■ **Try it**
Examine each line of the data. Copy the line if it includes the word "arrow".

■ **Dataset**

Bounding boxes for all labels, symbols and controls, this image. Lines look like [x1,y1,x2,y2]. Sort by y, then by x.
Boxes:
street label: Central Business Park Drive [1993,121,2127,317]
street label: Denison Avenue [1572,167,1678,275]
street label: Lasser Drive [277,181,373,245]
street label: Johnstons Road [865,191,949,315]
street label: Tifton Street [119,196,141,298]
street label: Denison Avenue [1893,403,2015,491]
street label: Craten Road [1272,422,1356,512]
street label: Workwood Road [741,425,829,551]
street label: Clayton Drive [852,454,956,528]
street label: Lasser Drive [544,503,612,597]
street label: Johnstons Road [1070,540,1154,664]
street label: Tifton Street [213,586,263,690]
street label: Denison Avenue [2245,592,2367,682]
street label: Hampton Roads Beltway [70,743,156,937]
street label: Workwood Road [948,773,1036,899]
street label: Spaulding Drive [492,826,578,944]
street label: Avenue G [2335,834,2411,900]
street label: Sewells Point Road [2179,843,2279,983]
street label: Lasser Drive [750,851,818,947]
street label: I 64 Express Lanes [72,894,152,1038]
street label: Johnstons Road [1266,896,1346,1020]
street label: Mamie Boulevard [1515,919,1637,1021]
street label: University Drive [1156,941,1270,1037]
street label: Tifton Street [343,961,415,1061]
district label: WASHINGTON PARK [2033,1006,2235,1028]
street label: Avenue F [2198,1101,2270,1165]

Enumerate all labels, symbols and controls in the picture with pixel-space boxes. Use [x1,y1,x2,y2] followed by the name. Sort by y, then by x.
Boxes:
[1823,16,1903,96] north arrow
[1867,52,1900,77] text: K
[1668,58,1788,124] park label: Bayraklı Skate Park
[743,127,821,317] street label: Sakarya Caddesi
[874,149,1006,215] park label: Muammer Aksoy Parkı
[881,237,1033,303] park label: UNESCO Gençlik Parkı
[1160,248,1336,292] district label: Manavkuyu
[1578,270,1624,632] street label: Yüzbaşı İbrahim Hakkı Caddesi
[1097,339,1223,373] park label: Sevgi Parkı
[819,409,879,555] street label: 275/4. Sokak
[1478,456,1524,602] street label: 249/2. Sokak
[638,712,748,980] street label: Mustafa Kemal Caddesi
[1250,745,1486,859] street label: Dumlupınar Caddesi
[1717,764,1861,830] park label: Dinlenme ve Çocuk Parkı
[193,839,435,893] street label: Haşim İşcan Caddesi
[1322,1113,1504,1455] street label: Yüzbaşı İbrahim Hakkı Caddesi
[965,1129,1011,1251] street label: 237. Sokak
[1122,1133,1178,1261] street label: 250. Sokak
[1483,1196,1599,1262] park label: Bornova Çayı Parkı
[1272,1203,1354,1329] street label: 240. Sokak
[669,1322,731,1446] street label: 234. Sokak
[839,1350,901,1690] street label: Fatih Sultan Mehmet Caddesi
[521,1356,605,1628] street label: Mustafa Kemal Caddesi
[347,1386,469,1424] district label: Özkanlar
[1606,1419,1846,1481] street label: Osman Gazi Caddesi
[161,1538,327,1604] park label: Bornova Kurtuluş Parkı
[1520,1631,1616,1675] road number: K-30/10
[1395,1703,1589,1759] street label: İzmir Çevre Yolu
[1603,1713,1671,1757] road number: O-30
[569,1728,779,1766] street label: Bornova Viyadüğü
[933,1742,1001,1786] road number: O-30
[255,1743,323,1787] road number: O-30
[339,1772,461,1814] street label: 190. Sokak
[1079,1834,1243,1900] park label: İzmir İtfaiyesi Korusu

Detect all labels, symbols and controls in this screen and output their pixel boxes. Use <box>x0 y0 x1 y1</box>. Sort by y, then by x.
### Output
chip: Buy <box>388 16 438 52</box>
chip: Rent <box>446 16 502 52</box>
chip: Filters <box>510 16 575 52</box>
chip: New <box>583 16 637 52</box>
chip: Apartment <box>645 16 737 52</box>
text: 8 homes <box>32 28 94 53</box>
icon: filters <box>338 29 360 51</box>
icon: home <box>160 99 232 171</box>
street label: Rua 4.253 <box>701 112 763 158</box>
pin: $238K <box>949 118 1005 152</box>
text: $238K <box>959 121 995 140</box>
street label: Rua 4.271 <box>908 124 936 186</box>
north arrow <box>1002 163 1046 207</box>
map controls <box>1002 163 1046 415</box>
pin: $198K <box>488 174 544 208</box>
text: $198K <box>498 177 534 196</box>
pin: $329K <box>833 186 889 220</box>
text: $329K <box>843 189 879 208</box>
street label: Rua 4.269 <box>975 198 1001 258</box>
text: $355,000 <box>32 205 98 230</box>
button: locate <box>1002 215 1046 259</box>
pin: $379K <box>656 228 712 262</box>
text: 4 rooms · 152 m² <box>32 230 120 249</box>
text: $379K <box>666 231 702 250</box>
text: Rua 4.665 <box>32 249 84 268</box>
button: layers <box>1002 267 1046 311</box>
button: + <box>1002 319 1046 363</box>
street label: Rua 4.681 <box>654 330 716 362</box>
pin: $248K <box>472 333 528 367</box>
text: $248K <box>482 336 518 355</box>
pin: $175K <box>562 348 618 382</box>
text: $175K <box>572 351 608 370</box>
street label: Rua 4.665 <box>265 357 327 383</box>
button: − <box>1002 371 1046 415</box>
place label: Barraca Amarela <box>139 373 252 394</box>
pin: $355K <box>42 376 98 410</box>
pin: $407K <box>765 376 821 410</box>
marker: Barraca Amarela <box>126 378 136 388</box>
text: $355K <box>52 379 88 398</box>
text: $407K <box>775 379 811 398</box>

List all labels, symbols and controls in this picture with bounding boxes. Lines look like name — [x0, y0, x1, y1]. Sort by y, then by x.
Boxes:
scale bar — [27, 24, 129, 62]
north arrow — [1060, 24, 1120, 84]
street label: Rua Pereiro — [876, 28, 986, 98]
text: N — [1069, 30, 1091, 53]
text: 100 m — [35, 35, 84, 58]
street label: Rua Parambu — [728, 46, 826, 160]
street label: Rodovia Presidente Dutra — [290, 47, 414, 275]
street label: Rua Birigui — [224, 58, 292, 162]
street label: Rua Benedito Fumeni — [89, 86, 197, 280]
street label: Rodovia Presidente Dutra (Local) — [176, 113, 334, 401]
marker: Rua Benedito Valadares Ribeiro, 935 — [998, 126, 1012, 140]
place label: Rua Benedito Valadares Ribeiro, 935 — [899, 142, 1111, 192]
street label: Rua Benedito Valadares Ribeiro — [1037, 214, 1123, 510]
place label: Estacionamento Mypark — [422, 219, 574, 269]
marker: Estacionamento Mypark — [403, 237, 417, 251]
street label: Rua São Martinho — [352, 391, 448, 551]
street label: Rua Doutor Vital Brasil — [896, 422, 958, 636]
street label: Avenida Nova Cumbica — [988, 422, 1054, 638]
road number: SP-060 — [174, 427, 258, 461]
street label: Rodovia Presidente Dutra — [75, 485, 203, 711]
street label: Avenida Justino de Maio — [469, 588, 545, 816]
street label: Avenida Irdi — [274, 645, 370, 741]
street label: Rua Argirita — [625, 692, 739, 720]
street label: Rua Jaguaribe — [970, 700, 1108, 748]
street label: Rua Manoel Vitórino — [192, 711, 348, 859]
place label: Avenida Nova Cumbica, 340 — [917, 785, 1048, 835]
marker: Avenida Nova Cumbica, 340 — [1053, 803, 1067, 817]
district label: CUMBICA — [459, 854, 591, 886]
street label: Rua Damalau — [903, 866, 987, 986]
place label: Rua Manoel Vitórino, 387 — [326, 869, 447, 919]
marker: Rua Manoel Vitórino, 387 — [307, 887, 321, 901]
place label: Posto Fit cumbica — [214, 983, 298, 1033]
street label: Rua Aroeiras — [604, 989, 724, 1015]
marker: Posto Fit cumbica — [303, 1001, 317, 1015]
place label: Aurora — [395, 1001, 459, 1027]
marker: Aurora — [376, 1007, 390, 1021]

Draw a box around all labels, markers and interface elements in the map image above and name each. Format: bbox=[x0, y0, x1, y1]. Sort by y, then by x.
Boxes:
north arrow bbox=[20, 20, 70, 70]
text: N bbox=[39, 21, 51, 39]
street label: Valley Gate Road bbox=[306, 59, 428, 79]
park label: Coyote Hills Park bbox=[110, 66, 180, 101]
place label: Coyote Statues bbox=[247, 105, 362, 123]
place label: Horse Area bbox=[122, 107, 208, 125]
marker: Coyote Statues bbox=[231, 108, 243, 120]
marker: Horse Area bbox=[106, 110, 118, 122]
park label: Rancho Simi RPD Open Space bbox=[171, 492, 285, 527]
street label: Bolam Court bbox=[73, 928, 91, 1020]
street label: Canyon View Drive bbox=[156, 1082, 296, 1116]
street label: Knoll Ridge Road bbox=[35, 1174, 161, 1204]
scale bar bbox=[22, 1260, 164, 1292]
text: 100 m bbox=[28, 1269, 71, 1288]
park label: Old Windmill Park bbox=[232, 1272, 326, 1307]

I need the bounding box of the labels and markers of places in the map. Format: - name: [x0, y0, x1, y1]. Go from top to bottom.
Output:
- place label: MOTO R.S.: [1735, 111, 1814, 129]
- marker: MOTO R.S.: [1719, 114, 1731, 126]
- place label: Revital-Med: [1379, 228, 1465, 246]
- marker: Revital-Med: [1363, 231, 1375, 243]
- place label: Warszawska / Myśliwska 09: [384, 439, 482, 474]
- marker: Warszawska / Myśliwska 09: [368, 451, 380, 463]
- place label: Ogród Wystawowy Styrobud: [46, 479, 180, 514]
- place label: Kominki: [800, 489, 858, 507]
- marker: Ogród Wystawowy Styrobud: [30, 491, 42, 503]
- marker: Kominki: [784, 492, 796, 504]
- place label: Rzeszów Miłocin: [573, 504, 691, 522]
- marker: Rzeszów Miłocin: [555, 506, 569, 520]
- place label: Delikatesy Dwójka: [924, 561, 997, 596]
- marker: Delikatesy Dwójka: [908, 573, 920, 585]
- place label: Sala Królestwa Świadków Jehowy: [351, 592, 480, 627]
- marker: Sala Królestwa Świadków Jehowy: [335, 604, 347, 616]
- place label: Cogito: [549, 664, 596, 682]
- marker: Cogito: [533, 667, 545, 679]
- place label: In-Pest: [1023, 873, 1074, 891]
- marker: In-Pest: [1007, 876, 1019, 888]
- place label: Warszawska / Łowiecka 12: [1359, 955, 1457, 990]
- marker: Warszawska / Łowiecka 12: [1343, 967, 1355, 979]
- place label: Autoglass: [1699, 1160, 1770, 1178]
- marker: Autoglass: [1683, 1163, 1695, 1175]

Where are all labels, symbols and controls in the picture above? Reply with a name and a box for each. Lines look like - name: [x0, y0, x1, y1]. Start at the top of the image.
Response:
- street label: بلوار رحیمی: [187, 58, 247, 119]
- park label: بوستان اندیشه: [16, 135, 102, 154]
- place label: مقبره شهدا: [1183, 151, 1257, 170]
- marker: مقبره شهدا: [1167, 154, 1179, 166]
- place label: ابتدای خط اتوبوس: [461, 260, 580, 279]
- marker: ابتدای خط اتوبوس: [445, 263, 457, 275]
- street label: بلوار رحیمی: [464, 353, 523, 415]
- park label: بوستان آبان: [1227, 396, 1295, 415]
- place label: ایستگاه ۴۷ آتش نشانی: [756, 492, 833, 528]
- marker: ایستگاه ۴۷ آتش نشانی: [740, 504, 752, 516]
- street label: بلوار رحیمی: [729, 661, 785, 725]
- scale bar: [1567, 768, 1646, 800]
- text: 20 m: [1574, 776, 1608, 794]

■ **Answer to the exercise**
[1823,16,1903,96] north arrow
north arrow <box>1002 163 1046 207</box>
north arrow — [1060, 24, 1120, 84]
north arrow bbox=[20, 20, 70, 70]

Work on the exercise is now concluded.